Whatever happened to those
evaluations that your airline asked you to complete after taking a flight? They
ask you for a number of ratings about buying your ticket, attributes of the plane,
the service you received, and if you were satisfied, if you would recommend,
and if you would fly again.
The airline is certainly concerned
about tracking changes in these ratings over time. But they might also be
interested in increasing customer loyalty (i.e., satisfaction, recommendation,
and repeat purchase). For the later, the airline might request a "key
driver analysis." The term "driver analysis" is used because the
airline is looking for a marketing strategy that will increase loyalty. The
word "key" is used because the airline wants to find the drivers with
the biggest impact. "What is the one thing that we could do to increase
customer loyalty?"
Here is one answer -- a network
visualization of the correlations among all the ratings. It can be produced
using the R statistical programming language in one line of code. I claim that clients find the
network engaging. That is, anyone can look at the figure below and quickly see
the interrelationships among the ratings and what is driving the different
manifestations of customer loyalty. It is an easy picture to understand and
helps clients to think strategically. Let's see if I can support that claim.

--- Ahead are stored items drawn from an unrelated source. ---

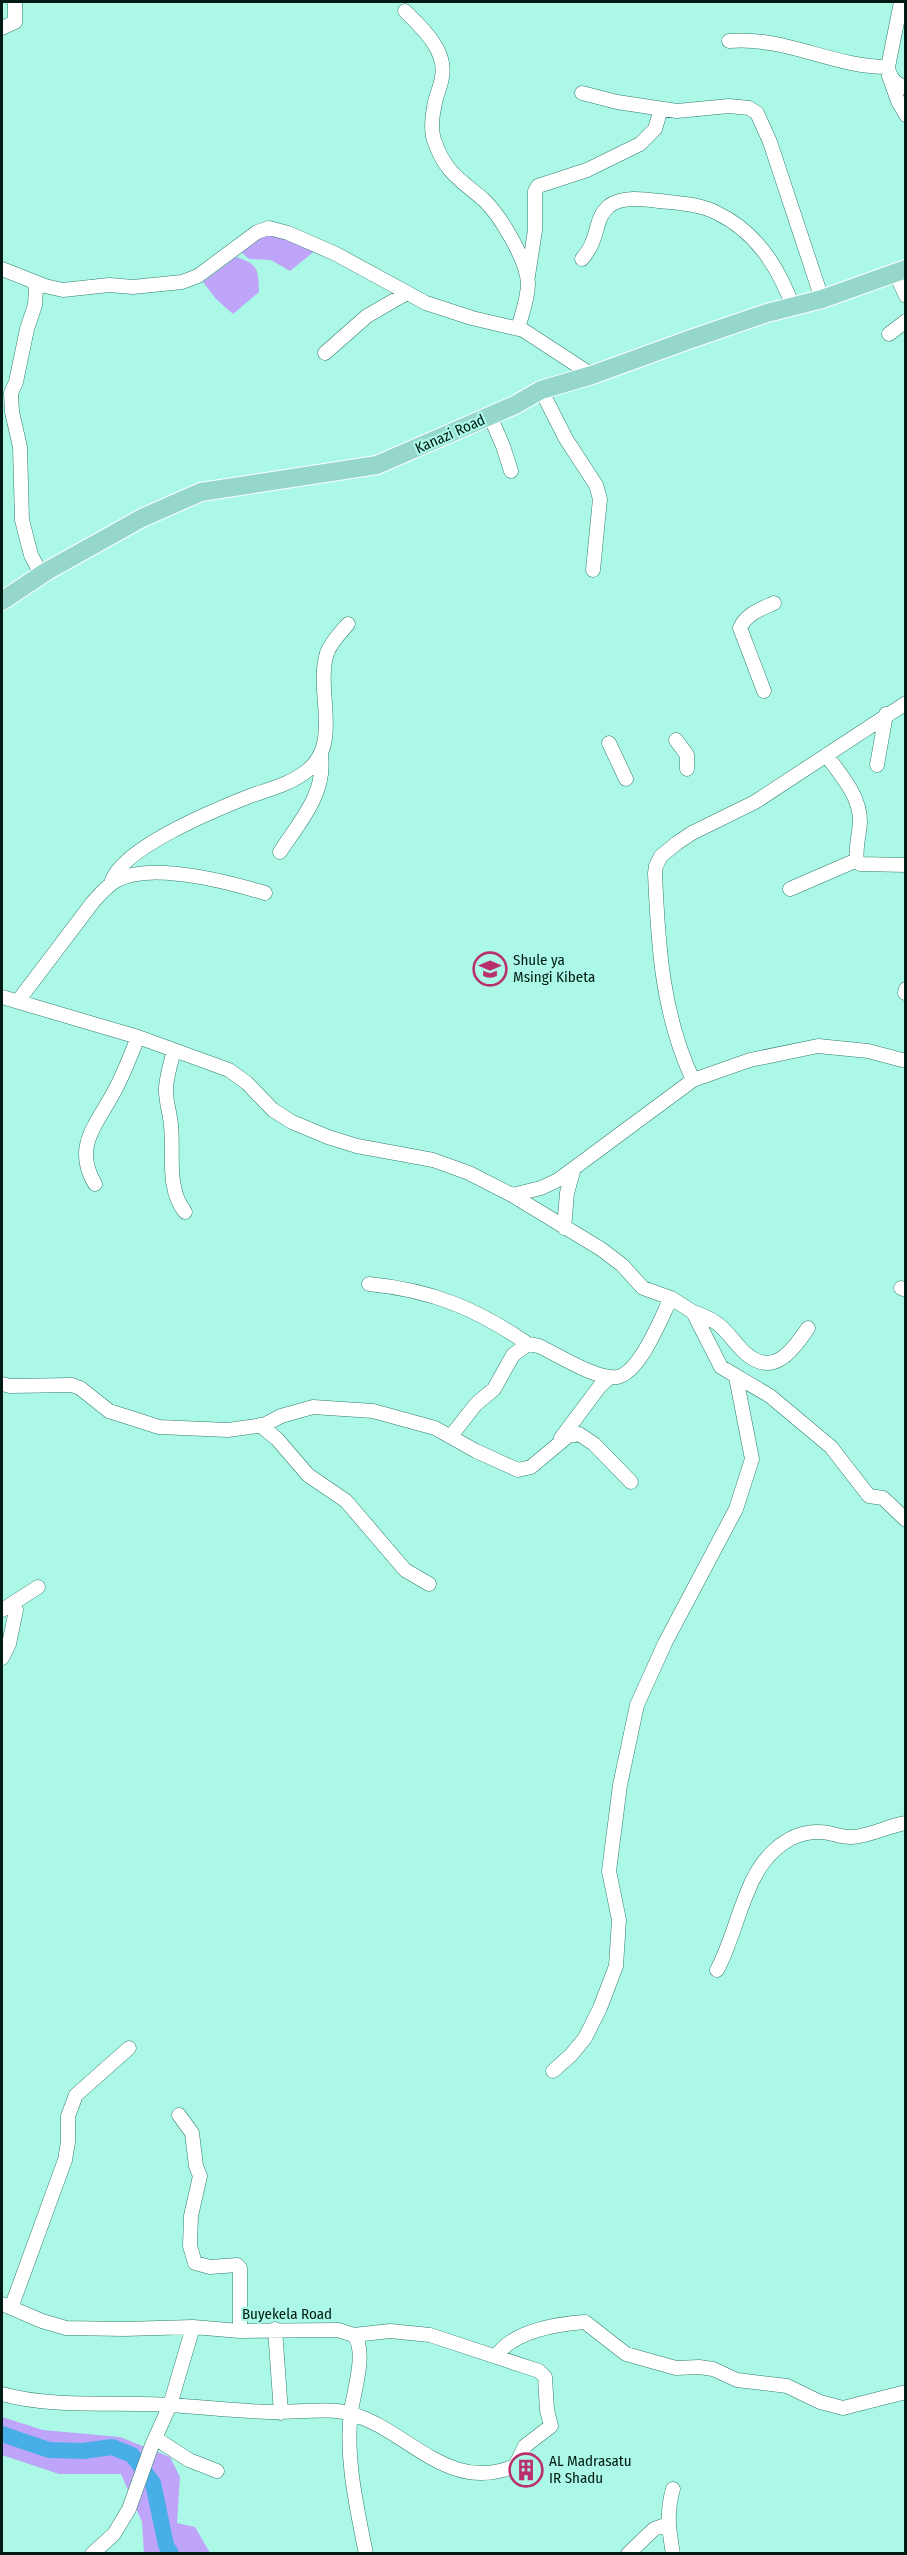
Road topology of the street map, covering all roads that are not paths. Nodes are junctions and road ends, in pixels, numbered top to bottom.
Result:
1 (15, 2) edge
2 (901, 2) edge
3 (405, 11) dead end
4 (2, 28) edge
5 (729, 41) dead end
6 (888, 72) junction
7 (906, 88) edge
8 (582, 93) dead end
9 (661, 110) junction
10 (906, 115) edge
11 (582, 259) dead end
12 (2, 269) edge
13 (900, 271) edge
14 (527, 278) junction
15 (34, 282) junction
16 (407, 293) junction
17 (906, 296) edge
18 (822, 299) junction
19 (793, 308) junction
20 (906, 321) edge
21 (518, 328) junction
22 (889, 334) dead end
23 (325, 353) dead end
24 (592, 375) junction
25 (541, 390) junction
26 (490, 416) junction
27 (511, 471) dead end
28 (593, 570) dead end
29 (42, 576) junction
30 (2, 601) edge
31 (774, 603) dead end
32 (348, 624) dead end
33 (764, 691) dead end
34 (906, 703) edge
35 (886, 714) junction
36 (676, 740) dead end
37 (609, 743) dead end
38 (321, 755) junction
39 (826, 755) junction
40 (878, 765) dead end
41 (687, 769) dead end
42 (626, 779) dead end
43 (280, 852) dead end
44 (857, 860) junction
45 (906, 865) edge
46 (111, 885) junction
47 (790, 889) dead end
48 (265, 893) dead end
49 (906, 989) edge
50 (905, 993) edge
51 (2, 997) edge
52 (18, 1001) junction
53 (138, 1038) junction
54 (174, 1050) junction
55 (906, 1061) edge
56 (693, 1080) junction
57 (574, 1168) junction
58 (95, 1184) dead end
59 (512, 1195) junction
60 (185, 1212) dead end
61 (564, 1228) junction
62 (369, 1284) dead end
63 (671, 1298) junction
64 (693, 1312) junction
65 (808, 1328) dead end
66 (528, 1344) junction
67 (610, 1377) junction
68 (736, 1377) junction
69 (2, 1384) edge
70 (260, 1425) junction
71 (451, 1436) junction
72 (555, 1445) junction
73 (631, 1482) dead end
74 (906, 1521) edge
75 (429, 1584) dead end
76 (38, 1587) dead end
77 (7, 1607) edge
78 (2, 1658) edge
79 (906, 1823) edge
80 (717, 1970) dead end
81 (129, 2048) dead end
82 (553, 2071) dead end
83 (179, 2115) dead end
84 (6, 2306) edge
85 (193, 2326) junction
86 (275, 2329) junction
87 (240, 2331) junction
88 (354, 2335) junction
89 (497, 2355) junction
90 (906, 2392) edge
91 (2, 2394) edge
92 (170, 2405) junction
93 (281, 2413) junction
94 (351, 2413) junction
95 (153, 2442) junction
96 (217, 2471) dead end
97 (673, 2489) dead end
98 (668, 2524) junction
99 (92, 2553) edge
100 (366, 2553) edge
101 (628, 2553) edge
102 (673, 2553) edge

1 - 4 street
2 - 6 street
3 - 14 street
5 - 6 street
6 - 7 street
6 - 10 street
8 - 9 street
9 - 14 street
9 - 18 street
11 - 19 street
12 - 15 street
13 - 17 street
13 - 18 main road, Kanazi Road
14 - 21 street
15 - 16 street
15 - 29 street
16 - 21 street
16 - 23 street
18 - 19 main road, Kanazi Road
19 - 24 main road, Kanazi Road
20 - 22 street
21 - 24 street
24 - 25 main road, Kanazi Road
25 - 26 main road, Kanazi Road
25 - 28 street
26 - 27 street
26 - 29 main road, Kanazi Road
29 - 30 main road, Kanazi Road
31 - 33 street
32 - 38 street
34 - 35 street
35 - 39 street
35 - 40 street
36 - 41 street
37 - 42 street
38 - 43 street
38 - 46 street
39 - 44 street
39 - 56 street
44 - 45 street
44 - 47 street
46 - 48 street
46 - 52 street
49 - 50 street
51 - 52 street
52 - 53 street
53 - 54 street
53 - 58 street
54 - 59 street
54 - 60 street
55 - 56 street
56 - 57 street
57 - 59 street
57 - 61 street
59 - 61 street
61 - 63 street
62 - 66 street
63 - 64 street
63 - 67 street
64 - 65 street
64 - 68 street
66 - 67 street
66 - 71 street
67 - 72 street
68 - 74 street
68 - 82 street
69 - 70 street
70 - 71 street
70 - 75 street
71 - 72 street
72 - 73 street
76 - 77 street
77 - 78 street
79 - 80 street
81 - 84 street
83 - 87 street
84 - 85 street, Buyekela Road
85 - 87 street, Buyekela Road
85 - 92 street
86 - 87 street, Buyekela Road
86 - 88 street, Buyekela Road
86 - 93 street
88 - 89 street, Buyekela Road
88 - 94 street
89 - 90 street
89 - 94 street, Buyekela Road
91 - 92 street
92 - 93 street
92 - 95 street
93 - 94 street
94 - 100 street
95 - 96 street
95 - 99 street
97 - 98 street
98 - 101 street
98 - 102 street

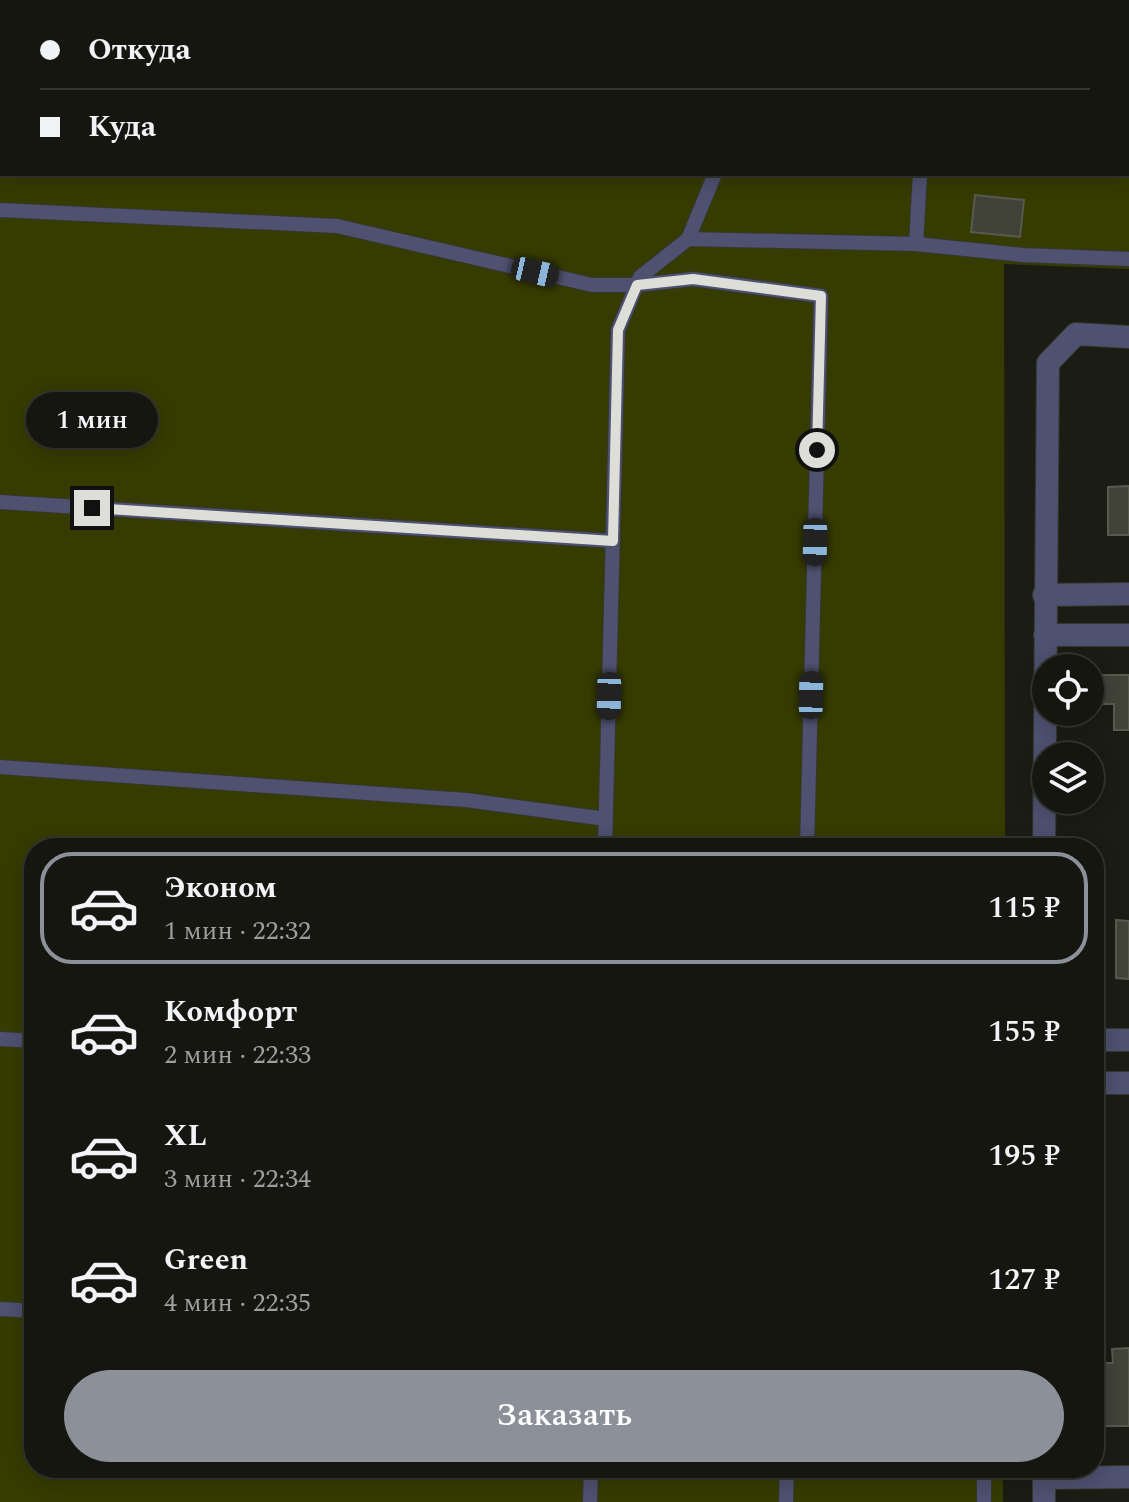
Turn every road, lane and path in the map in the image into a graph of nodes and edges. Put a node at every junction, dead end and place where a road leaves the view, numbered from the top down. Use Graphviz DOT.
graph roads {
  1 [pos="714,176"];
  2 [pos="920,176"];
  3 [pos="0,210"];
  4 [pos="688,239"];
  5 [pos="916,244"];
  6 [pos="1129,259"];
  7 [pos="637,285"];
  8 [pos="1129,337"];
  9 [pos="0,502"];
  10 [pos="613,541"];
  11 [pos="1129,594"];
  12 [pos="1044,595"];
  13 [pos="1045,635"];
  14 [pos="1129,635"];
  15 [pos="0,767"];
  16 [pos="606,819"];
  17 [pos="605,838"];
  18 [pos="807,838"];
  19 [pos="1044,838"];
  20 [pos="0,1039"];
  21 [pos="24,1040"];
  22 [pos="1104,1040"];
  23 [pos="1129,1040"];
  24 [pos="1104,1083"];
  25 [pos="1129,1083"];
  26 [pos="0,1309"];
  27 [pos="24,1310"];
  28 [pos="1104,1476"];
  29 [pos="1129,1477"];
  30 [pos="591,1478"];
  31 [pos="787,1478"];
  32 [pos="984,1478"];
  33 [pos="1044,1478"];
  34 [pos="590,1502"];
  35 [pos="786,1502"];
  36 [pos="984,1502"];
  37 [pos="1044,1502"];
  1 -- 4 [label="lane"];
  2 -- 5 [label="lane"];
  3 -- 7 [label="lane"];
  4 -- 5 [label="lane"];
  4 -- 7 [label="lane"];
  5 -- 6 [label="lane"];
  7 -- 10 [label="lane"];
  7 -- 18 [label="lane"];
  8 -- 12 [label="street"];
  9 -- 10 [label="lane"];
  10 -- 16 [label="lane"];
  11 -- 12 [label="street"];
  12 -- 13 [label="street"];
  13 -- 14 [label="street"];
  13 -- 19 [label="street"];
  15 -- 16 [label="lane"];
  16 -- 17 [label="lane"];
  20 -- 21 [label="lane"];
  22 -- 23 [label="street"];
  24 -- 25 [label="street"];
  26 -- 27 [label="lane"];
  28 -- 29 [label="street"];
  30 -- 34 [label="lane"];
  31 -- 35 [label="lane"];
  32 -- 36 [label="lane"];
  33 -- 37 [label="street"];
}
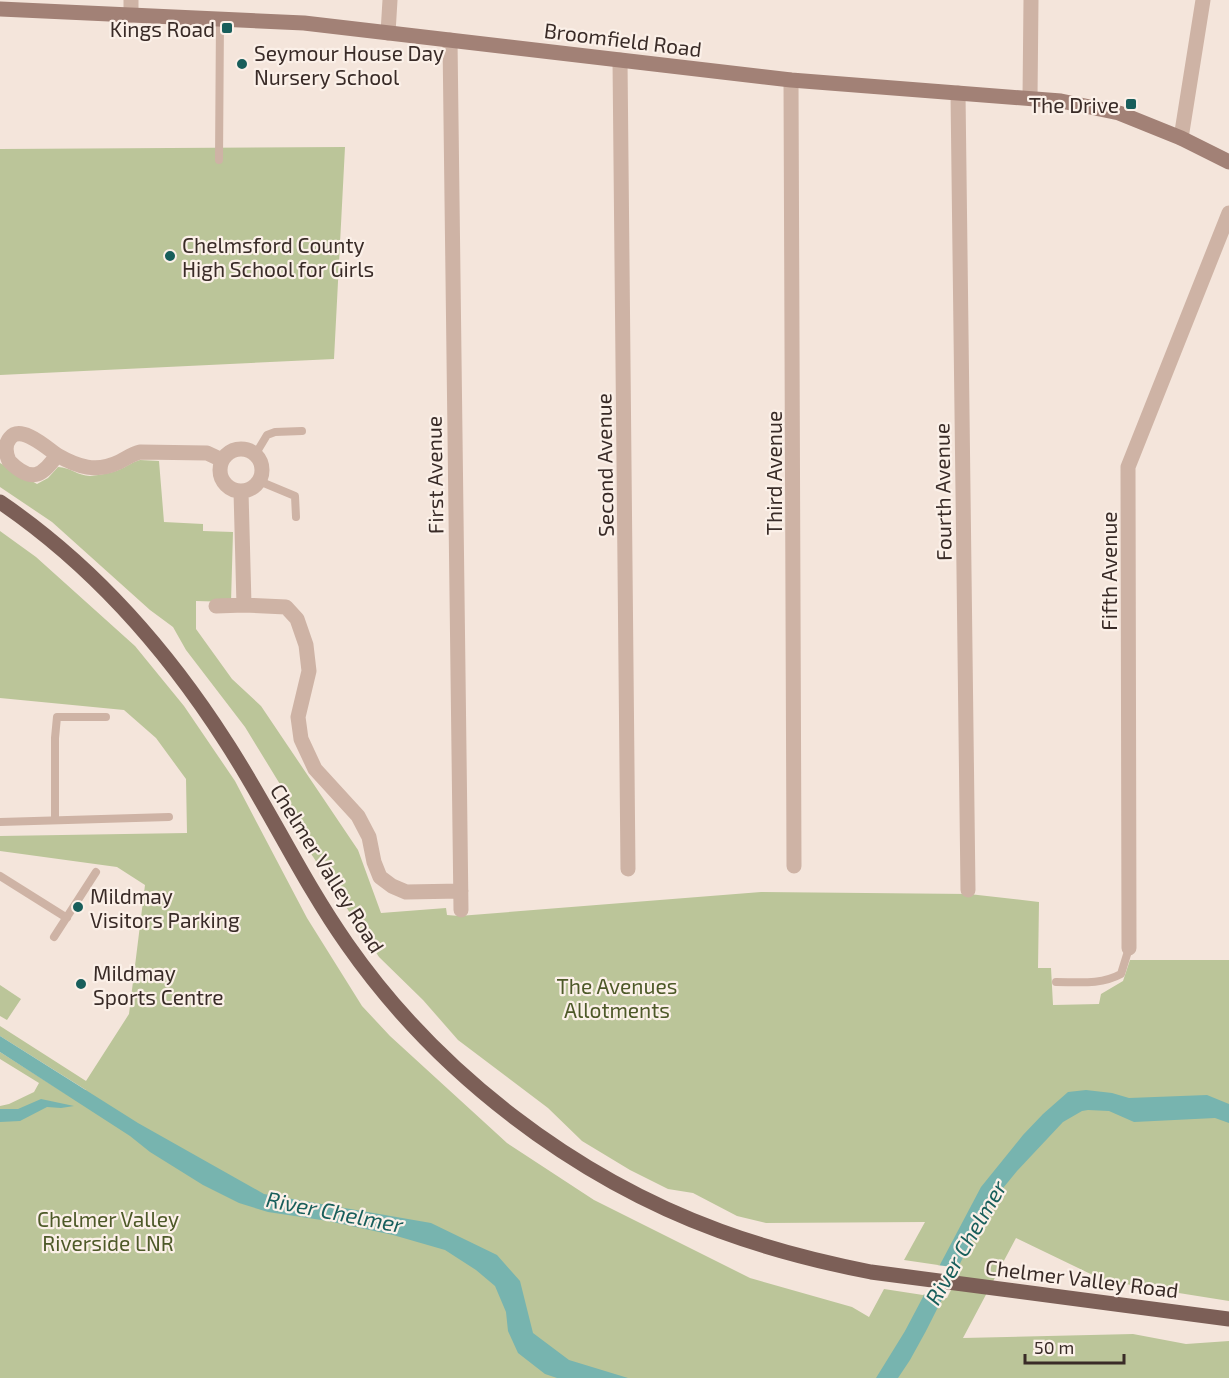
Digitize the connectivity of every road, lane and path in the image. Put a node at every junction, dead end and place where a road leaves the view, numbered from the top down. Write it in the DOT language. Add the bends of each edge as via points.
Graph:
graph roads {
  1 [pos="390,0"];
  2 [pos="1031,0"];
  3 [pos="1203,0"];
  4 [pos="131,7"];
  5 [pos="0,9"];
  6 [pos="220,18"];
  7 [pos="388,33"];
  8 [pos="450,40"];
  9 [pos="620,60"];
  10 [pos="791,80"];
  11 [pos="958,93"];
  12 [pos="1030,98"];
  13 [pos="1181,138"];
  14 [pos="219,160"];
  15 [pos="1229,162"];
  16 [pos="1229,213"];
  17 [pos="302,431"];
  18 [pos="57,455"];
  19 [pos="255,455"];
  20 [pos="222,460"];
  21 [pos="259,481"];
  22 [pos="241,491"];
  23 [pos="0,502"];
  24 [pos="296,517"];
  25 [pos="244,605"];
  26 [pos="216,606"];
  27 [pos="106,717"];
  28 [pos="169,817"];
  29 [pos="55,820"];
  30 [pos="0,822"];
  31 [pos="794,866"];
  32 [pos="628,869"];
  33 [pos="96,872"];
  34 [pos="0,876"];
  35 [pos="968,890"];
  36 [pos="461,891"];
  37 [pos="461,910"];
  38 [pos="67,918"];
  39 [pos="54,937"];
  40 [pos="1129,948"];
  41 [pos="1056,982"];
  42 [pos="1229,1319"];
  1 -- 7 [label="street"];
  2 -- 12 [label="street"];
  3 -- 13 [label="street"];
  4 -- 5 [label="main road, Broomfield Road"];
  4 -- 6 [label="main road, Broomfield Road"];
  6 -- 7 [label="main road, Broomfield Road"];
  6 -- 14 [label="lane"];
  7 -- 8 [label="main road, Broomfield Road"];
  8 -- 9 [label="main road, Broomfield Road"];
  8 -- 36 [label="street, First Avenue"];
  9 -- 10 [label="main road, Broomfield Road"];
  9 -- 32 [label="street, Second Avenue"];
  10 -- 11 [label="main road, Broomfield Road"];
  10 -- 31 [label="street, Third Avenue"];
  11 -- 12 [label="main road, Broomfield Road"];
  11 -- 35 [label="street, Fourth Avenue"];
  12 -- 13 [label="main road, Broomfield Road" via="1119,113"];
  13 -- 15 [label="main road, Broomfield Road"];
  16 -- 40 [label="street, Fifth Avenue" via="1128,467"];
  17 -- 19 [label="lane" via="267,435"];
  18 -- 20 [label="street" via="90,469 141,452 207,453"];
  19 -- 20 [label="street" via="237,449"];
  19 -- 21 [label="street" via="262,468"];
  20 -- 22 [label="street" via="222,481"];
  21 -- 22 [label="street"];
  21 -- 24 [label="lane" via="295,496"];
  22 -- 25 [label="street"];
  23 -- 42 [label="main road, Chelmer Valley Road" via="72,558 162,654 227,744 347,945 395,1006 448,1061 558,1148 656,1204 718,1231 783,1251 872,1272"];
  25 -- 26 [label="street"];
  25 -- 36 [label="street" via="286,607 297,619 309,671 298,717 301,739 315,769 358,816 381,877 406,892"];
  27 -- 29 [label="lane" via="57,717"];
  28 -- 29 [label="lane"];
  29 -- 30 [label="lane"];
  33 -- 38 [label="lane"];
  34 -- 38 [label="lane"];
  36 -- 37 [label="street, First Avenue"];
  38 -- 39 [label="lane"];
  40 -- 41 [label="lane" via="1121,974 1114,978"];
}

What it is? It is a mapping of the
correlations among 15 ratings with the colors added to show ratings with
highest mutual intercorrelations. The nodes are the ratings. The
lines are the correlations. Here we only show lines for correlations above a
specified cutoff value.
The greater the correlation between
two variables, the thicker the line will be. So, the aqua or light blue
nodes are interconnected by thicker lines because they are all highly
correlated with each other. You can think of this as a customer service
component. The green circles refer to the aircraft seating and cleanliness. The
ticketing process is represented by the red circle, although their lines are less
thick, suggesting a less cohesive component than customer service. Finally, the
outcomes associated with customer loyalty are shown in purple.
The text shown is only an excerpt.